About this exercise — Print each entry again exactly as written, and keep the pictures out.

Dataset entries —
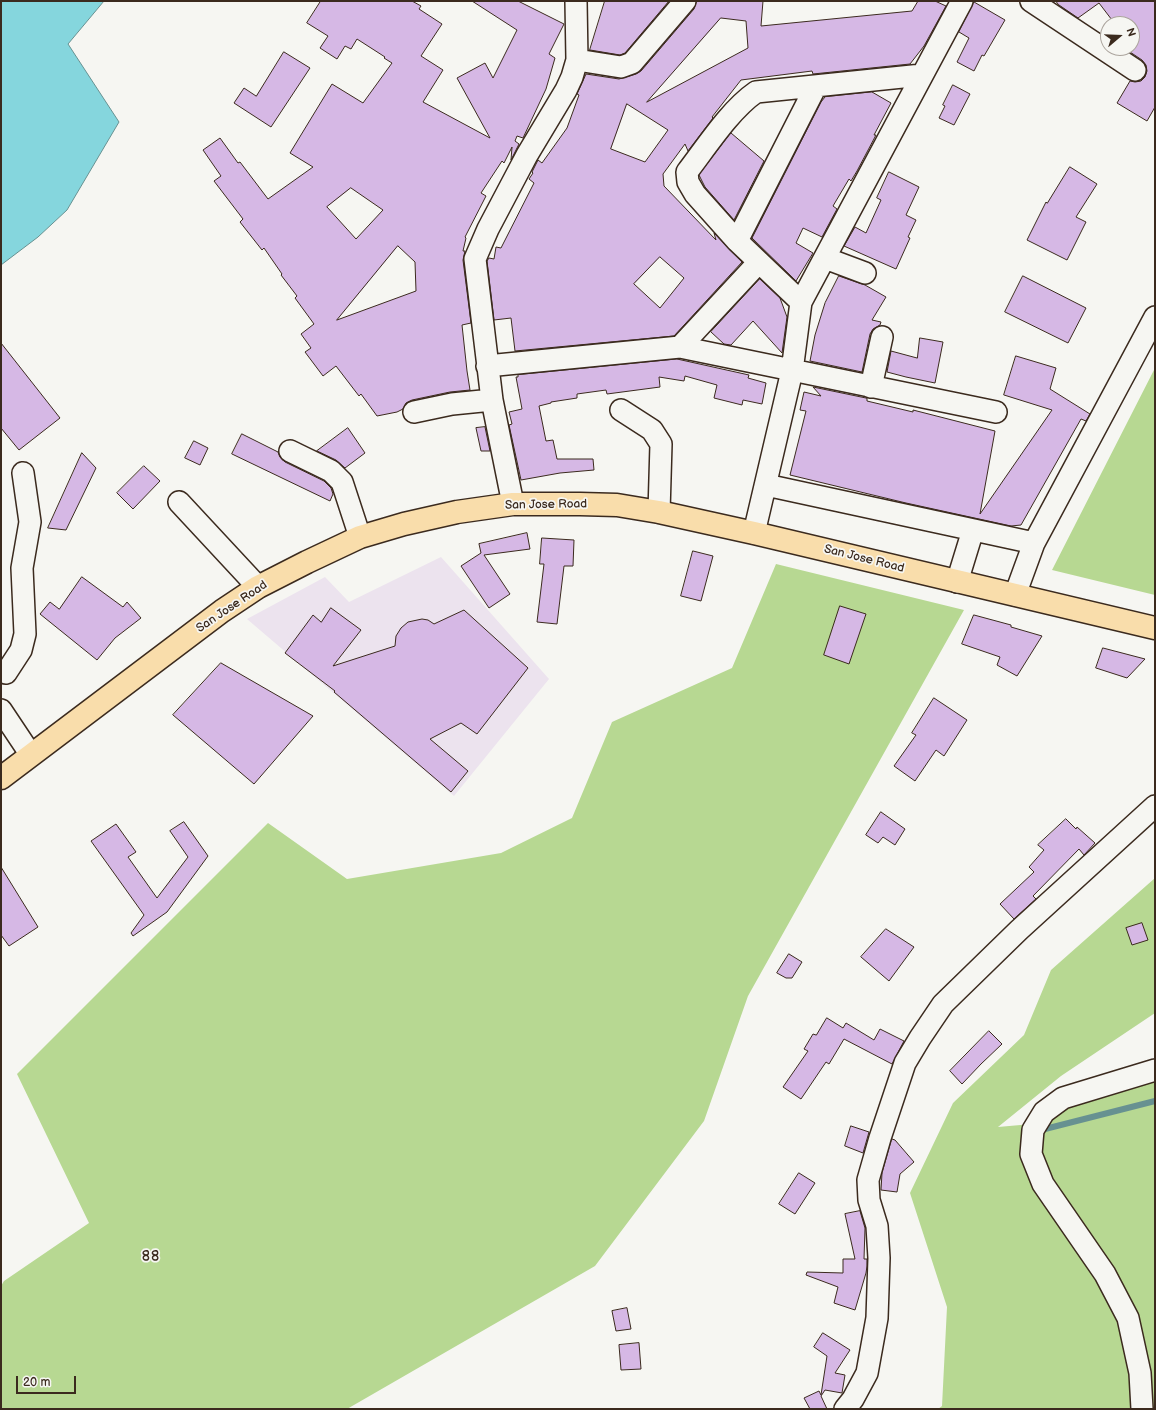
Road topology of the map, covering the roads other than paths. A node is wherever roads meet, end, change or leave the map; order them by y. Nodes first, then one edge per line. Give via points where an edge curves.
1 (576, 1) edge
2 (685, 1) edge
3 (962, 1) edge
4 (1032, 1) edge
5 (1049, 1) edge
6 (1068, 25) junction
7 (577, 60) junction
8 (1135, 70) dead end
9 (922, 75) junction
10 (816, 86) junction
11 (737, 241) junction
12 (825, 258) junction
13 (759, 262) junction
14 (865, 273) dead end
15 (801, 302) junction
16 (1155, 317) edge
17 (882, 337) dead end
18 (680, 347) junction
19 (487, 366) junction
20 (792, 371) junction
21 (872, 387) junction
22 (492, 400) junction
23 (621, 410) dead end
24 (414, 412) dead end
25 (996, 412) dead end
26 (290, 451) dead end
27 (23, 473) dead end
28 (766, 485) junction
29 (180, 502) dead end
30 (513, 504) junction
31 (659, 512) junction
32 (973, 530) junction
33 (754, 533) junction
34 (360, 537) junction
35 (1034, 543) junction
36 (957, 582) junction
37 (258, 587) junction
38 (1015, 595) junction
39 (1155, 628) edge
40 (6, 673) dead end
41 (1, 710) edge
42 (31, 755) junction
43 (1, 778) edge
44 (1155, 806) edge
45 (1155, 1070) edge
46 (845, 1409) edge
47 (1142, 1409) edge

1 - 7 street
2 - 7 street via 632,63 621,67
3 - 9 street
4 - 6 street
5 - 6 street
6 - 8 street
7 - 19 street via 566,90 527,155 488,229 476,259
9 - 10 street
9 - 12 street
10 - 11 street
10 - 11 street via 756,92 745,99 687,172 688,182 695,194
11 - 13 street
12 - 14 street
12 - 15 street
13 - 15 street
13 - 18 street
15 - 20 street
16 - 35 street
17 - 21 street
18 - 19 street
18 - 20 street
19 - 22 street
20 - 21 street
20 - 28 street
21 - 25 street
22 - 24 street via 452,404
22 - 30 street
23 - 31 street via 652,430 661,444
26 - 34 street via 331,471 342,482
27 - 40 street via 30,522 22,568 25,634 21,650
28 - 32 street
28 - 33 street
29 - 37 street
30 - 31 main road, San Jose Road via 617,505
30 - 34 main road, San Jose Road via 457,512
31 - 33 main road, San Jose Road
32 - 35 street
32 - 36 street
33 - 36 main road, San Jose Road
34 - 37 main road, San Jose Road
35 - 38 street
36 - 38 main road, San Jose Road
37 - 42 main road, San Jose Road via 222,611
38 - 39 main road, San Jose Road
41 - 42 street
42 - 43 main road, San Jose Road
44 - 46 street via 1019,930 943,1004 905,1062 868,1180 877,1226 877,1318 867,1372
45 - 47 street via 1063,1098 1044,1112 1033,1130 1031,1154 1043,1184 1105,1274 1128,1318 1140,1373

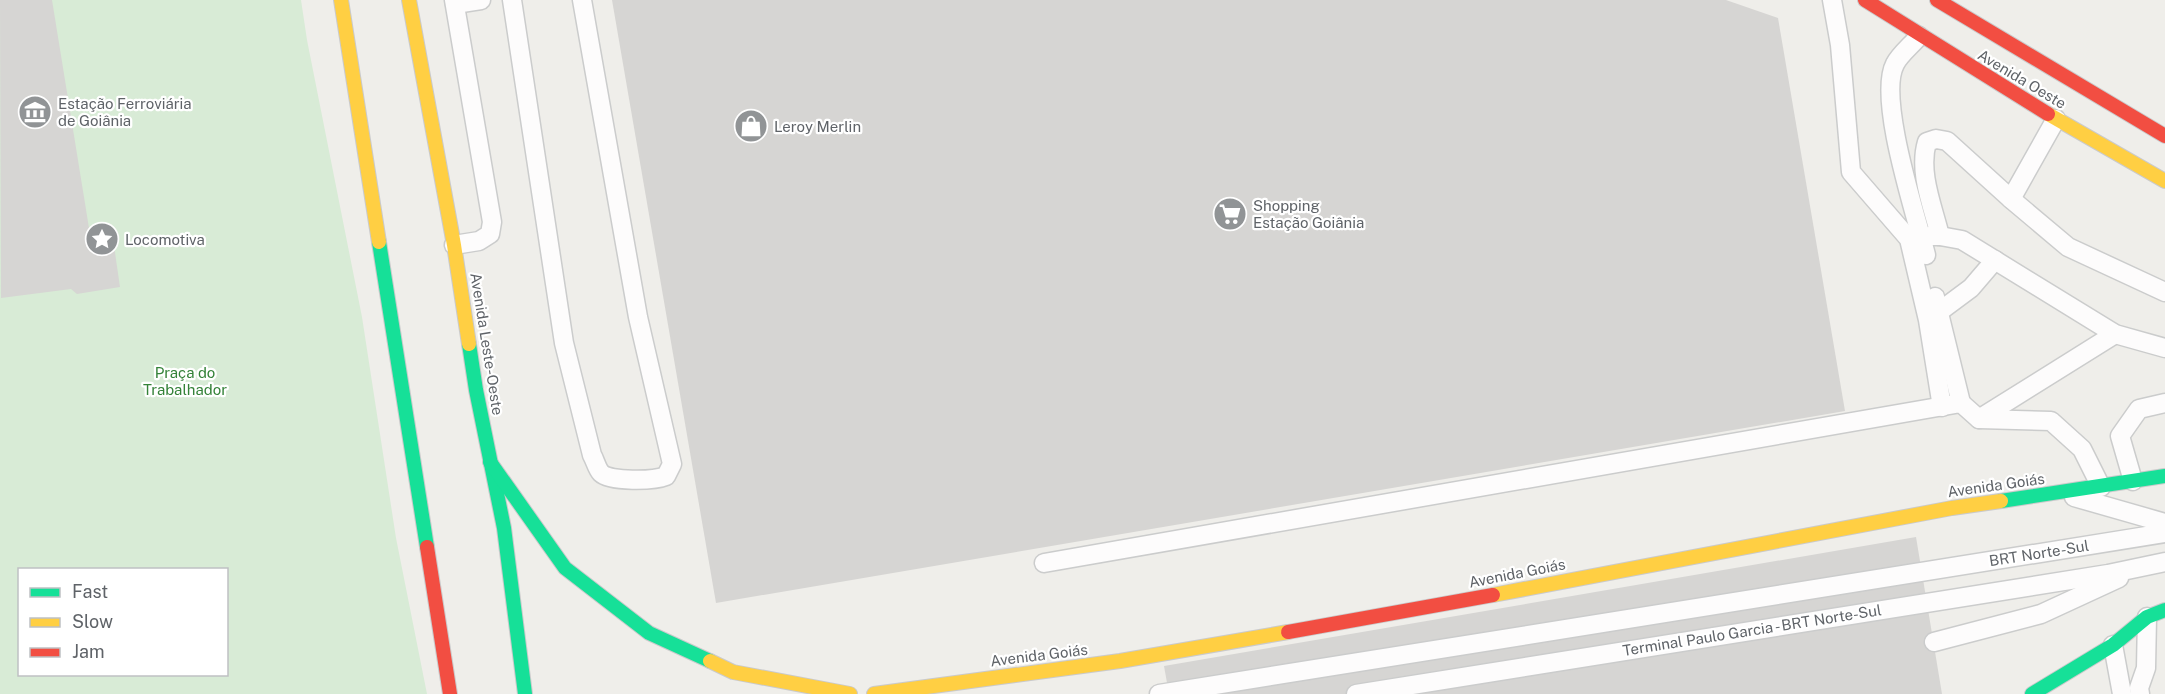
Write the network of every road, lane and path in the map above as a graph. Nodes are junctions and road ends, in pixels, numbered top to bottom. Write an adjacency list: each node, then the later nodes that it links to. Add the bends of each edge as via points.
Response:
1 (341, 0): 42 (main road)
2 (409, 0): 17 (main road, Avenida Leste-Oeste)
3 (481, 0): 9 (lane)
4 (512, 0): 5 (lane, via 564,343 592,455 601,473 611,478 656,480 666,476 672,464 638,317)
5 (582, 0)
6 (1832, 0): 16 (lane, via 1840,45 1851,172)
7 (1865, 0): 10 (main road, Avenida Oeste)
8 (1937, 0): 12 (main road, Avenida Oeste)
9 (454, 2): 17 (lane, via 492,222 490,234 479,241)
10 (1919, 36): 11 (main road, Avenida Oeste); 16 (lane, via 1895,64 1889,86)
11 (2056, 119): 13 (main road, Avenida Oeste); 14 (lane)
12 (2165, 136)
13 (2165, 181)
14 (2011, 199): 15 (lane, via 1947,141 1927,142 1924,169); 19 (lane, via 2068,247)
15 (1940, 236): 16 (lane); 18 (lane, via 1962,240)
16 (1915, 238): 20 (lane)
17 (454, 245): 27 (main road, Avenida Leste-Oeste)
18 (1995, 260): 20 (lane, via 1971,288); 21 (lane)
19 (2165, 292)
20 (1934, 316): 23 (lane); 25 (lane)
21 (2115, 334): 22 (lane); 26 (lane)
22 (2165, 348)
23 (1961, 403): 25 (lane); 26 (lane)
24 (2165, 403): 29 (lane, via 2139,409 2120,436)
25 (1942, 407): 34 (lane)
26 (1979, 419): 30 (lane, via 2051,421 2082,449)
27 (490, 462): 43 (main road, Avenida Leste-Oeste, via 504,528); 44 (main road, via 566,568 649,633 733,672)
28 (2165, 476): 29 (main road, Avenida Goiás)
29 (2133, 482): 30 (main road, Avenida Goiás)
30 (2101, 488): 31 (main road, Avenida Goiás)
31 (2058, 493): 32 (lane); 45 (main road, Avenida Goiás, via 1940,510 1120,662)
32 (2165, 523)
33 (2165, 533): 36 (lane, BRT Norte-Sul)
34 (1044, 563)
35 (2157, 563): 39 (lane, via 2041,615); 47 (lane, Terminal Paulo Garcia - BRT Norte-Sul)
36 (1912, 573): 46 (lane, Terminal Paulo Garcia - BRT Norte-Sul)
37 (2165, 610): 38 (main road)
38 (2147, 617): 40 (main road); 50 (lane, via 2146,668)
39 (1934, 642)
40 (2113, 645): 41 (main road); 49 (lane)
41 (2052, 689): 48 (main road)
42 (450, 694)
43 (525, 694)
44 (850, 694)
45 (874, 694)
46 (1160, 694)
47 (1356, 694)
48 (2032, 694)
49 (2122, 694)
50 (2140, 694)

Task result —
Road topology of the map, covering the roads other than paths. A node is wherever roads meet, end, change or leave the map; order them by y. Nodes first, then one edge per line. Give via points where an edge curves.
1 (576, 1) edge
2 (685, 1) edge
3 (962, 1) edge
4 (1032, 1) edge
5 (1049, 1) edge
6 (1068, 25) junction
7 (577, 60) junction
8 (1135, 70) dead end
9 (922, 75) junction
10 (816, 86) junction
11 (737, 241) junction
12 (825, 258) junction
13 (759, 262) junction
14 (865, 273) dead end
15 (801, 302) junction
16 (1155, 317) edge
17 (882, 337) dead end
18 (680, 347) junction
19 (487, 366) junction
20 (792, 371) junction
21 (872, 387) junction
22 (492, 400) junction
23 (621, 410) dead end
24 (414, 412) dead end
25 (996, 412) dead end
26 (290, 451) dead end
27 (23, 473) dead end
28 (766, 485) junction
29 (180, 502) dead end
30 (513, 504) junction
31 (659, 512) junction
32 (973, 530) junction
33 (754, 533) junction
34 (360, 537) junction
35 (1034, 543) junction
36 (957, 582) junction
37 (258, 587) junction
38 (1015, 595) junction
39 (1155, 628) edge
40 (6, 673) dead end
41 (1, 710) edge
42 (31, 755) junction
43 (1, 778) edge
44 (1155, 806) edge
45 (1155, 1070) edge
46 (845, 1409) edge
47 (1142, 1409) edge

1 - 7 street
2 - 7 street via 632,63 621,67
3 - 9 street
4 - 6 street
5 - 6 street
6 - 8 street
7 - 19 street via 566,90 527,155 488,229 476,259
9 - 10 street
9 - 12 street
10 - 11 street
10 - 11 street via 756,92 745,99 687,172 688,182 695,194
11 - 13 street
12 - 14 street
12 - 15 street
13 - 15 street
13 - 18 street
15 - 20 street
16 - 35 street
17 - 21 street
18 - 19 street
18 - 20 street
19 - 22 street
20 - 21 street
20 - 28 street
21 - 25 street
22 - 24 street via 452,404
22 - 30 street
23 - 31 street via 652,430 661,444
26 - 34 street via 331,471 342,482
27 - 40 street via 30,522 22,568 25,634 21,650
28 - 32 street
28 - 33 street
29 - 37 street
30 - 31 main road, San Jose Road via 617,505
30 - 34 main road, San Jose Road via 457,512
31 - 33 main road, San Jose Road
32 - 35 street
32 - 36 street
33 - 36 main road, San Jose Road
34 - 37 main road, San Jose Road
35 - 38 street
36 - 38 main road, San Jose Road
37 - 42 main road, San Jose Road via 222,611
38 - 39 main road, San Jose Road
41 - 42 street
42 - 43 main road, San Jose Road
44 - 46 street via 1019,930 943,1004 905,1062 868,1180 877,1226 877,1318 867,1372
45 - 47 street via 1063,1098 1044,1112 1033,1130 1031,1154 1043,1184 1105,1274 1128,1318 1140,1373

Write the network of every road, lane and path in the map above as a graph. Nodes are junctions and road ends, in pixels, numbered top to bottom. Write an adjacency list: each node, then the later nodes that it links to. Add the bends of each edge as via points.
Response:
1 (341, 0): 42 (main road)
2 (409, 0): 17 (main road, Avenida Leste-Oeste)
3 (481, 0): 9 (lane)
4 (512, 0): 5 (lane, via 564,343 592,455 601,473 611,478 656,480 666,476 672,464 638,317)
5 (582, 0)
6 (1832, 0): 16 (lane, via 1840,45 1851,172)
7 (1865, 0): 10 (main road, Avenida Oeste)
8 (1937, 0): 12 (main road, Avenida Oeste)
9 (454, 2): 17 (lane, via 492,222 490,234 479,241)
10 (1919, 36): 11 (main road, Avenida Oeste); 16 (lane, via 1895,64 1889,86)
11 (2056, 119): 13 (main road, Avenida Oeste); 14 (lane)
12 (2165, 136)
13 (2165, 181)
14 (2011, 199): 15 (lane, via 1947,141 1927,142 1924,169); 19 (lane, via 2068,247)
15 (1940, 236): 16 (lane); 18 (lane, via 1962,240)
16 (1915, 238): 20 (lane)
17 (454, 245): 27 (main road, Avenida Leste-Oeste)
18 (1995, 260): 20 (lane, via 1971,288); 21 (lane)
19 (2165, 292)
20 (1934, 316): 23 (lane); 25 (lane)
21 (2115, 334): 22 (lane); 26 (lane)
22 (2165, 348)
23 (1961, 403): 25 (lane); 26 (lane)
24 (2165, 403): 29 (lane, via 2139,409 2120,436)
25 (1942, 407): 34 (lane)
26 (1979, 419): 30 (lane, via 2051,421 2082,449)
27 (490, 462): 43 (main road, Avenida Leste-Oeste, via 504,528); 44 (main road, via 566,568 649,633 733,672)
28 (2165, 476): 29 (main road, Avenida Goiás)
29 (2133, 482): 30 (main road, Avenida Goiás)
30 (2101, 488): 31 (main road, Avenida Goiás)
31 (2058, 493): 32 (lane); 45 (main road, Avenida Goiás, via 1940,510 1120,662)
32 (2165, 523)
33 (2165, 533): 36 (lane, BRT Norte-Sul)
34 (1044, 563)
35 (2157, 563): 39 (lane, via 2041,615); 47 (lane, Terminal Paulo Garcia - BRT Norte-Sul)
36 (1912, 573): 46 (lane, Terminal Paulo Garcia - BRT Norte-Sul)
37 (2165, 610): 38 (main road)
38 (2147, 617): 40 (main road); 50 (lane, via 2146,668)
39 (1934, 642)
40 (2113, 645): 41 (main road); 49 (lane)
41 (2052, 689): 48 (main road)
42 (450, 694)
43 (525, 694)
44 (850, 694)
45 (874, 694)
46 (1160, 694)
47 (1356, 694)
48 (2032, 694)
49 (2122, 694)
50 (2140, 694)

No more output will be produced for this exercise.